─── Available data

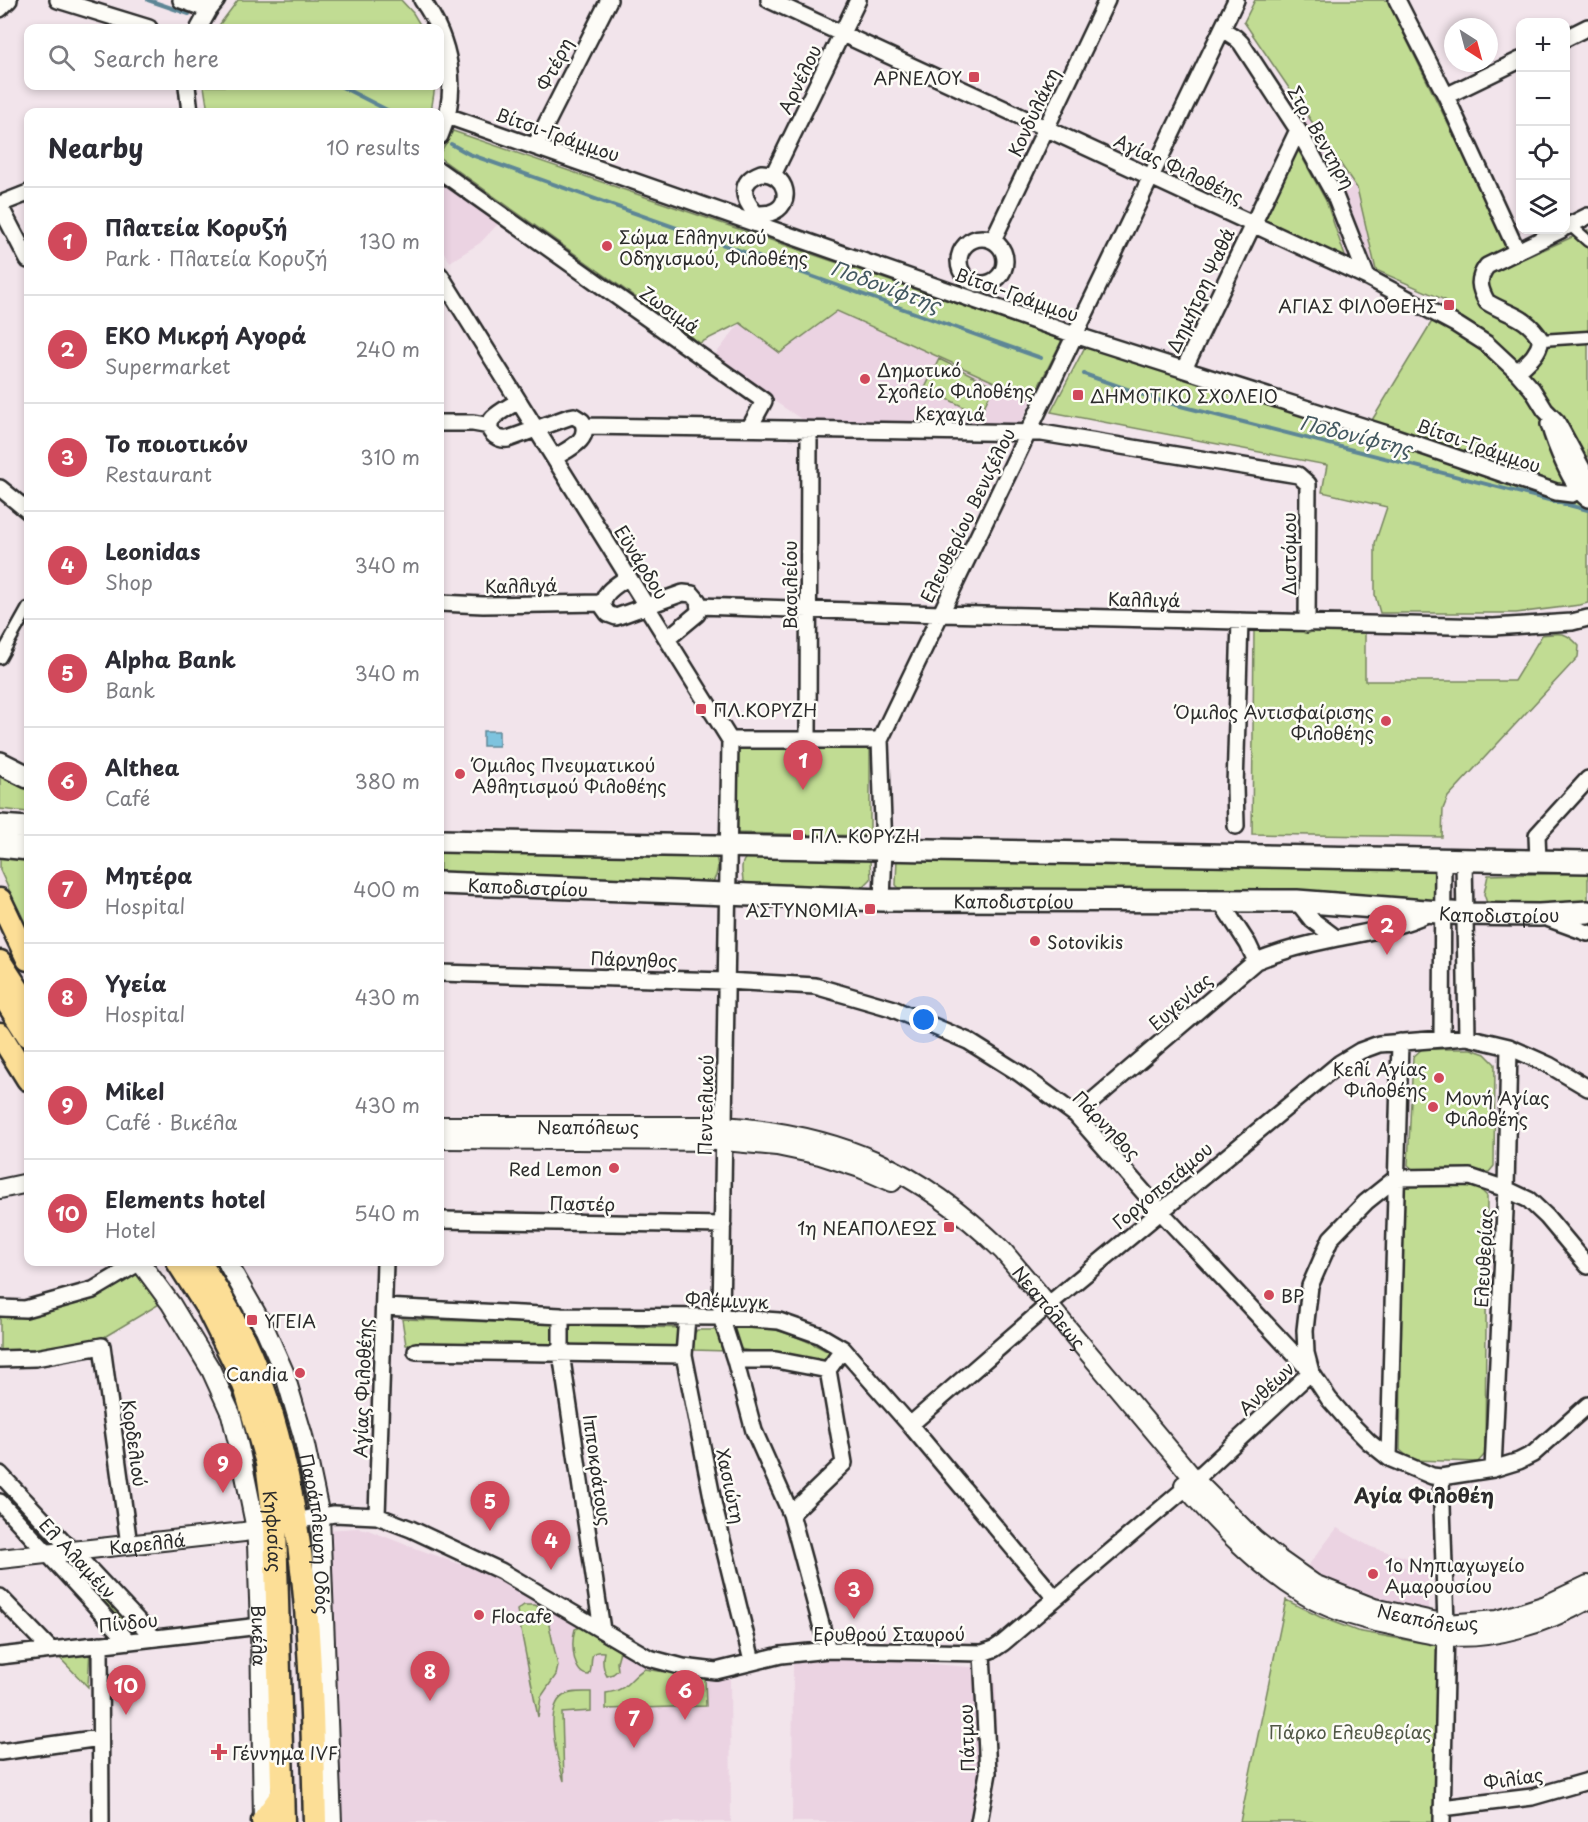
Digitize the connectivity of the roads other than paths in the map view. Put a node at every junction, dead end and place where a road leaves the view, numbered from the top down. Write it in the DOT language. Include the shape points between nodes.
graph roads {
  1 [pos="9,0"];
  2 [pos="58,0"];
  3 [pos="181,0"];
  4 [pos="422,0"];
  5 [pos="609,0"];
  6 [pos="769,0"];
  7 [pos="858,0"];
  8 [pos="1107,0"];
  9 [pos="1236,0"];
  10 [pos="1397,0"];
  11 [pos="213,5"];
  12 [pos="0,9"];
  13 [pos="136,24"];
  14 [pos="201,24"];
  15 [pos="437,24"];
  16 [pos="1588,27"];
  17 [pos="1222,29"];
  18 [pos="842,33"];
  19 [pos="1570,36"];
  20 [pos="444,44"];
  21 [pos="1516,62"];
  22 [pos="187,90"];
  23 [pos="1446,96"];
  24 [pos="190,108"];
  25 [pos="447,116"];
  26 [pos="444,125"];
  27 [pos="1047,128"];
  28 [pos="1298,130"];
  29 [pos="535,146"];
  30 [pos="444,174"];
  31 [pos="774,175"];
  32 [pos="1151,177"];
  33 [pos="24,195"];
  34 [pos="0,205"];
  35 [pos="1588,216"];
  36 [pos="753,218"];
  37 [pos="1252,224"];
  38 [pos="1570,225"];
  39 [pos="1570,230"];
  40 [pos="1551,234"];
  41 [pos="993,240"];
  42 [pos="1588,241"];
  43 [pos="1517,251"];
  44 [pos="24,252"];
  45 [pos="1367,277"];
  46 [pos="444,281"];
  47 [pos="973,291"];
  48 [pos="1075,335"];
  49 [pos="1588,337"];
  50 [pos="1541,340"];
  51 [pos="1185,369"];
  52 [pos="1517,372"];
  53 [pos="518,401"];
  54 [pos="1545,410"];
  55 [pos="444,423"];
  56 [pos="490,426"];
  57 [pos="584,426"];
  58 [pos="750,428"];
  59 [pos="536,429"];
  60 [pos="809,430"];
  61 [pos="1028,434"];
  62 [pos="554,458"];
  63 [pos="1588,478"];
  64 [pos="1308,484"];
  65 [pos="0,488"];
  66 [pos="1585,492"];
  67 [pos="24,508"];
  68 [pos="628,577"];
  69 [pos="444,603"];
  70 [pos="602,603"];
  71 [pos="699,606"];
  72 [pos="647,607"];
  73 [pos="808,608"];
  74 [pos="941,614"];
  75 [pos="24,615"];
  76 [pos="1588,618"];
  77 [pos="1240,621"];
  78 [pos="1307,624"];
  79 [pos="667,639"];
  80 [pos="0,658"];
  81 [pos="730,740"];
  82 [pos="808,740"];
  83 [pos="880,740"];
  84 [pos="0,763"];
  85 [pos="24,775"];
  86 [pos="1588,778"];
  87 [pos="1236,826"];
  88 [pos="444,841"];
  89 [pos="0,846"];
  90 [pos="728,846"];
  91 [pos="24,849"];
  92 [pos="884,849"];
  93 [pos="1443,859"];
  94 [pos="1464,860"];
  95 [pos="1539,861"];
  96 [pos="1588,862"];
  97 [pos="444,883"];
  98 [pos="728,894"];
  99 [pos="0,900"];
  100 [pos="882,900"];
  101 [pos="1220,901"];
  102 [pos="1297,901"];
  103 [pos="1588,912"];
  104 [pos="1446,913"];
  105 [pos="1539,915"];
  106 [pos="1588,933"];
  107 [pos="1336,938"];
  108 [pos="24,950"];
  109 [pos="1256,961"];
  110 [pos="0,962"];
  111 [pos="444,973"];
  112 [pos="726,981"];
  113 [pos="0,991"];
  114 [pos="24,999"];
  115 [pos="24,1029"];
  116 [pos="0,1034"];
  117 [pos="1467,1037"];
  118 [pos="1442,1038"];
  119 [pos="1400,1042"];
  120 [pos="1509,1047"];
  121 [pos="0,1052"];
  122 [pos="24,1073"];
  123 [pos="24,1076"];
  124 [pos="1588,1088"];
  125 [pos="1076,1116"];
  126 [pos="444,1126"];
  127 [pos="724,1133"];
  128 [pos="444,1139"];
  129 [pos="1396,1178"];
  130 [pos="24,1184"];
  131 [pos="0,1188"];
  132 [pos="1506,1189"];
  133 [pos="1161,1212"];
  134 [pos="444,1220"];
  135 [pos="723,1225"];
  136 [pos="133,1266"];
  137 [pos="143,1266"];
  138 [pos="181,1266"];
  139 [pos="201,1266"];
  140 [pos="229,1266"];
  141 [pos="385,1266"];
  142 [pos="1588,1266"];
  143 [pos="384,1307"];
  144 [pos="0,1308"];
  145 [pos="1043,1310"];
  146 [pos="561,1316"];
  147 [pos="687,1317"];
  148 [pos="722,1317"];
  149 [pos="843,1349"];
  150 [pos="416,1352"];
  151 [pos="561,1353"];
  152 [pos="684,1354"];
  153 [pos="0,1359"];
  154 [pos="735,1360"];
  155 [pos="828,1370"];
  156 [pos="1311,1372"];
  157 [pos="1588,1405"];
  158 [pos="910,1425"];
  159 [pos="1389,1458"];
  160 [pos="1493,1469"];
  161 [pos="0,1474"];
  162 [pos="1441,1477"];
  163 [pos="1191,1483"];
  164 [pos="0,1502"];
  165 [pos="791,1514"];
  166 [pos="320,1516"];
  167 [pos="377,1516"];
  168 [pos="275,1525"];
  169 [pos="129,1545"];
  170 [pos="72,1551"];
  171 [pos="48,1554"];
  172 [pos="0,1559"];
  173 [pos="1588,1586"];
  174 [pos="0,1597"];
  175 [pos="1055,1598"];
  176 [pos="1588,1600"];
  177 [pos="260,1626"];
  178 [pos="602,1630"];
  179 [pos="1446,1630"];
  180 [pos="154,1638"];
  181 [pos="128,1641"];
  182 [pos="100,1644"];
  183 [pos="51,1650"];
  184 [pos="828,1650"];
  185 [pos="982,1653"];
  186 [pos="0,1656"];
  187 [pos="753,1661"];
  188 [pos="100,1738"];
  189 [pos="0,1752"];
  190 [pos="1588,1781"];
  191 [pos="1442,1815"];
  192 [pos="101,1822"];
  193 [pos="270,1822"];
  194 [pos="315,1822"];
  195 [pos="332,1822"];
  196 [pos="979,1822"];
  1 -- 12 [label="street"];
  2 -- 13 [label="street"];
  3 -- 11 [label="street"];
  4 -- 15 [label="street"];
  5 -- 29 [label="street, Φτέρη"];
  6 -- 18 [label="street, Αγίας Φιλοθέης"];
  7 -- 18 [label="street, Αρνέλου"];
  8 -- 27 [label="street, Κονδυλάκη"];
  9 -- 17 [label="street, Ελευθερίου Βενιζέλου"];
  10 -- 23 [label="street"];
  11 -- 14 [label="street"];
  16 -- 19 [label="street"];
  17 -- 28 [label="street, Στρ. Βεντηρη" via="1241,43"];
  17 -- 32 [label="street, Ελευθερίου Βενιζέλου"];
  18 -- 27 [label="street, Αγίας Φιλοθέης"];
  18 -- 31 [label="street, Αρνέλου"];
  20 -- 25 [label="street" via="451,94"];
  21 -- 23 [label="street"];
  22 -- 24 [label="street"];
  23 -- 43 [label="street"];
  25 -- 26 [label="street"];
  25 -- 29 [label="street, Βίτσι-Γράμμου"];
  27 -- 32 [label="street, Αγίας Φιλοθέης"];
  27 -- 41 [label="street, Κονδυλάκη"];
  28 -- 37 [label="street, Δημήτρη Ψαθά"];
  28 -- 45 [label="street, Στρ. Βεντηρη" via="1335,196"];
  29 -- 36 [label="street, Βίτσι-Γράμμου"];
  30 -- 58 [label="street, Ζωσιμά" via="764,401"];
  31 -- 36 [label="street" via="783,184 784,198 777,210"];
  31 -- 36 [label="street" via="761,173 746,185 744,198"];
  32 -- 37 [label="street, Αγίας Φιλοθέης"];
  32 -- 48 [label="street, Ελευθερίου Βενιζέλου"];
  33 -- 34 [label="street"];
  34 -- 44 [label="street"];
  35 -- 38 [label="street"];
  36 -- 47 [label="street, Βίτσι-Γράμμου"];
  37 -- 45 [label="street, Αγίας Φιλοθέης"];
  37 -- 51 [label="street, Δημήτρη Ψαθά"];
  39 -- 42 [label="street"];
  40 -- 43 [label="street"];
  41 -- 47 [label="street" via="1003,251 1002,274"];
  41 -- 47 [label="street" via="977,238 960,253 959,268"];
  43 -- 50 [label="street" via="1487,266 1479,282 1487,302 1523,319"];
  45 -- 52 [label="street, Αγίας Φιλοθέης" via="1487,344"];
  46 -- 53 [label="street, Εϋνάρδου"];
  47 -- 48 [label="street, Βίτσι-Γράμμου"];
  48 -- 51 [label="street, Βίτσι-Γράμμου"];
  48 -- 61 [label="street, Ελευθερίου Βενιζέλου"];
  49 -- 50 [label="street"];
  50 -- 52 [label="street" via="1536,354"];
  51 -- 66 [label="street, Βίτσι-Γράμμου" via="1556,492"];
  52 -- 54 [label="street, Αγίας Φιλοθέης"];
  53 -- 56 [label="street" via="496,415"];
  53 -- 59 [label="street, Εϋνάρδου"];
  54 -- 63 [label="street, Αγίας Φιλοθέης" via="1557,422"];
  54 -- 66 [label="street, Αγίας Φιλοθέης" via="1550,428"];
  55 -- 56 [label="street, Κεχαγιά"];
  56 -- 59 [label="street, Κεχαγιά" via="495,437 504,440"];
  57 -- 58 [label="street, Κεχαγιά"];
  57 -- 59 [label="street, Κεχαγιά" via="573,416"];
  57 -- 62 [label="street" via="585,434 580,441"];
  58 -- 60 [label="street, Κεχαγιά"];
  59 -- 62 [label="street, Εϋνάρδου"];
  60 -- 61 [label="street, Κεχαγιά"];
  60 -- 73 [label="street, Βασιλείου"];
  61 -- 64 [label="street, Κεχαγιά" via="1104,442 1298,475"];
  61 -- 74 [label="street, Ελευθερίου Βενιζέλου"];
  62 -- 68 [label="street, Εϋνάρδου"];
  64 -- 78 [label="street, Διστόμου"];
  65 -- 67 [label="street"];
  68 -- 70 [label="street" via="605,595"];
  68 -- 72 [label="street, Εϋνάρδου"];
  69 -- 70 [label="street, Καλλιγά"];
  70 -- 72 [label="street, Καλλιγά" via="608,614 616,617"];
  71 -- 72 [label="street, Καλλιγά" via="696,597 688,593"];
  71 -- 73 [label="street, Καλλιγά"];
  71 -- 79 [label="street" via="697,614"];
  72 -- 79 [label="street, Εϋνάρδου"];
  73 -- 74 [label="street, Καλλιγά"];
  73 -- 82 [label="street, Βασιλείου"];
  74 -- 77 [label="street, Καλλιγά"];
  74 -- 83 [label="street, Ελευθερίου Βενιζέλου"];
  75 -- 80 [label="street"];
  76 -- 78 [label="street, Καλλιγά" via="1492,627"];
  77 -- 78 [label="street, Καλλιγά"];
  77 -- 87 [label="street"];
  79 -- 81 [label="street, Εϋνάρδου"];
  81 -- 82 [label="street"];
  81 -- 90 [label="street"];
  82 -- 83 [label="street"];
  83 -- 92 [label="street, Ελευθερίου Βενιζέλου"];
  84 -- 85 [label="main road"];
  86 -- 95 [label="street" via="1537,835"];
  88 -- 90 [label="main road"];
  89 -- 91 [label="main road"];
  90 -- 92 [label="main road"];
  90 -- 98 [label="street"];
  92 -- 93 [label="main road"];
  92 -- 100 [label="street, Ελευθερίου Βενιζέλου"];
  93 -- 94 [label="main road"];
  93 -- 104 [label="street"];
  94 -- 95 [label="main road"];
  94 -- 104 [label="street"];
  95 -- 96 [label="main road"];
  97 -- 98 [label="main road, Καποδιστρίου"];
  98 -- 100 [label="main road, Καποδιστρίου"];
  98 -- 112 [label="street, Πεντελικού"];
  99 -- 108 [label="main road"];
  100 -- 101 [label="main road, Καποδιστρίου"];
  101 -- 102 [label="main road, Καποδιστρίου"];
  101 -- 109 [label="street"];
  102 -- 104 [label="main road, Καποδιστρίου"];
  102 -- 107 [label="street" via="1312,920"];
  103 -- 105 [label="main road, Καποδιστρίου"];
  104 -- 105 [label="main road, Καποδιστρίου"];
  104 -- 107 [label="street"];
  104 -- 117 [label="street"];
  104 -- 118 [label="street"];
  105 -- 106 [label="street"];
  107 -- 109 [label="street"];
  109 -- 125 [label="street, Ευγενίας"];
  110 -- 114 [label="main road"];
  111 -- 112 [label="street, Πάρνηθος"];
  112 -- 125 [label="street, Πάρνηθος" via="815,986 891,1008 968,1041 1019,1072"];
  112 -- 127 [label="street, Πεντελικού"];
  113 -- 115 [label="main road"];
  116 -- 122 [label="main road"];
  117 -- 118 [label="street, Γοργοποτάμου"];
  117 -- 120 [label="street, Γοργοποτάμου"];
  118 -- 119 [label="street, Γοργοποτάμου"];
  119 -- 129 [label="street"];
  119 -- 133 [label="street, Γοργοποτάμου" via="1379,1044 1340,1063"];
  120 -- 124 [label="street, Γοργοποτάμου"];
  120 -- 132 [label="street, Ελευθερίας"];
  121 -- 123 [label="main road"];
  125 -- 133 [label="street, Πάρνηθος"];
  126 -- 127 [label="street, Νεαπόλεως"];
  127 -- 128 [label="street, Νεαπόλεως"];
  127 -- 135 [label="street, Πεντελικού"];
  127 -- 145 [label="street, Νεαπόλεως" via="758,1128 793,1134 860,1154 912,1180 951,1205 1003,1251"];
  129 -- 132 [label="street" via="1470,1177"];
  129 -- 156 [label="street, Ανθέων" via="1331,1238 1310,1286 1305,1330"];
  129 -- 159 [label="street"];
  130 -- 131 [label="street"];
  132 -- 142 [label="street" via="1529,1200"];
  132 -- 160 [label="street, Ελευθερίας"];
  133 -- 145 [label="street, Γοργοποτάμου"];
  133 -- 156 [label="street, Πάρνηθος"];
  134 -- 135 [label="street, Παστέρ"];
  135 -- 148 [label="street, Πεντελικού"];
  136 -- 144 [label="street" via="93,1290 25,1309"];
  137 -- 168 [label="street, Βικέλα" via="212,1370"];
  138 -- 168 [label="main road, Κηφισίας" via="221,1334 246,1390 267,1464"];
  139 -- 168 [label="main road, Κηφισίας" via="236,1326 262,1384 284,1461"];
  140 -- 166 [label="street, Παράπλευρη Οδός" via="284,1372"];
  141 -- 143 [label="street, Αγίας Φιλοθέης"];
  143 -- 146 [label="street, Φλέμινγκ"];
  143 -- 167 [label="street, Αγίας Φιλοθέης"];
  145 -- 158 [label="street, Γοργοποτάμου"];
  145 -- 163 [label="street, Νεαπόλεως"];
  146 -- 147 [label="street, Φλέμινγκ"];
  146 -- 151 [label="street, Ιπποκράτους"];
  147 -- 148 [label="street, Φλέμινγκ"];
  147 -- 152 [label="street, Χασιώτη"];
  148 -- 149 [label="street, Φλέμινγκ" via="779,1321 819,1335"];
  148 -- 154 [label="street, Πεντελικού"];
  149 -- 155 [label="street"];
  149 -- 158 [label="street, Φλέμινγκ"];
  150 -- 151 [label="street"];
  151 -- 152 [label="street"];
  151 -- 178 [label="street, Ιπποκράτους"];
  152 -- 187 [label="street, Χασιώτη" via="714,1507"];
  153 -- 169 [label="street, Κορδελιού" via="35,1358 102,1346"];
  154 -- 155 [label="street" via="776,1360"];
  154 -- 165 [label="street, Πεντελικού" via="754,1431"];
  155 -- 165 [label="street" via="843,1463"];
  156 -- 159 [label="street, Πάρνηθος" via="1348,1422"];
  156 -- 163 [label="street, Ανθέων"];
  157 -- 160 [label="street, Πάρνηθος" via="1533,1454"];
  158 -- 175 [label="street, Φλέμινγκ"];
  159 -- 162 [label="street, Πάρνηθος"];
  160 -- 162 [label="street, Πάρνηθος"];
  161 -- 170 [label="street, Ελ Αλαμέιν"];
  162 -- 179 [label="street"];
  163 -- 175 [label="street, Ανθέων"];
  163 -- 179 [label="street, Νεαπόλεως" via="1243,1548 1306,1596 1370,1621"];
  164 -- 171 [label="street, Ελ Αλαμέιν"];
  165 -- 184 [label="street, Πεντελικού"];
  166 -- 167 [label="street, Ερυθρού Σταυρού"];
  166 -- 168 [label="street, Ερυθρού Σταυρού"];
  166 -- 195 [label="street, Παράπλευρη Οδός"];
  167 -- 178 [label="street, Ερυθρού Σταυρού" via="501,1571"];
  168 -- 169 [label="street, Καρελλά"];
  168 -- 177 [label="street, Βικέλα"];
  168 -- 193 [label="main road, Κηφισίας" via="282,1795"];
  168 -- 194 [label="main road, Κηφισίας" via="303,1569 312,1694"];
  169 -- 170 [label="street, Καρελλά"];
  170 -- 171 [label="street, Καρελλά"];
  170 -- 180 [label="street, Ελ Αλαμέιν"];
  171 -- 172 [label="street, Καρελλά"];
  171 -- 181 [label="street, Ελ Αλαμέιν"];
  173 -- 179 [label="street, Νεαπόλεως" via="1521,1613"];
  174 -- 183 [label="street"];
  175 -- 185 [label="street, Ανθέων" via="1003,1643"];
  176 -- 179 [label="street, Νεαπόλεως" via="1552,1617 1509,1630 1475,1636"];
  177 -- 180 [label="street, Πίνδου"];
  177 -- 193 [label="street, Βικέλα"];
  178 -- 187 [label="street, Ερυθρού Σταυρού" via="664,1663 716,1671"];
  179 -- 191 [label="street"];
  180 -- 181 [label="street, Πίνδου"];
  181 -- 182 [label="street, Πίνδου"];
  182 -- 183 [label="street, Πίνδου"];
  182 -- 188 [label="street"];
  183 -- 186 [label="street, Πίνδου"];
  184 -- 185 [label="street, Ερυθρού Σταυρού"];
  184 -- 187 [label="street, Ερυθρού Σταυρού"];
  185 -- 196 [label="street, Πάτμου" via="988,1773"];
  188 -- 189 [label="street"];
  188 -- 192 [label="street"];
  190 -- 191 [label="street, Φιλίας"];
}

──────

Problem details — Your answer should consist of all lines above that include the string "Κηφισίας".

Exercise answer —
  138 -- 168 [label="main road, Κηφισίας" via="221,1334 246,1390 267,1464"];
  139 -- 168 [label="main road, Κηφισίας" via="236,1326 262,1384 284,1461"];
  168 -- 193 [label="main road, Κηφισίας" via="282,1795"];
  168 -- 194 [label="main road, Κηφισίας" via="303,1569 312,1694"];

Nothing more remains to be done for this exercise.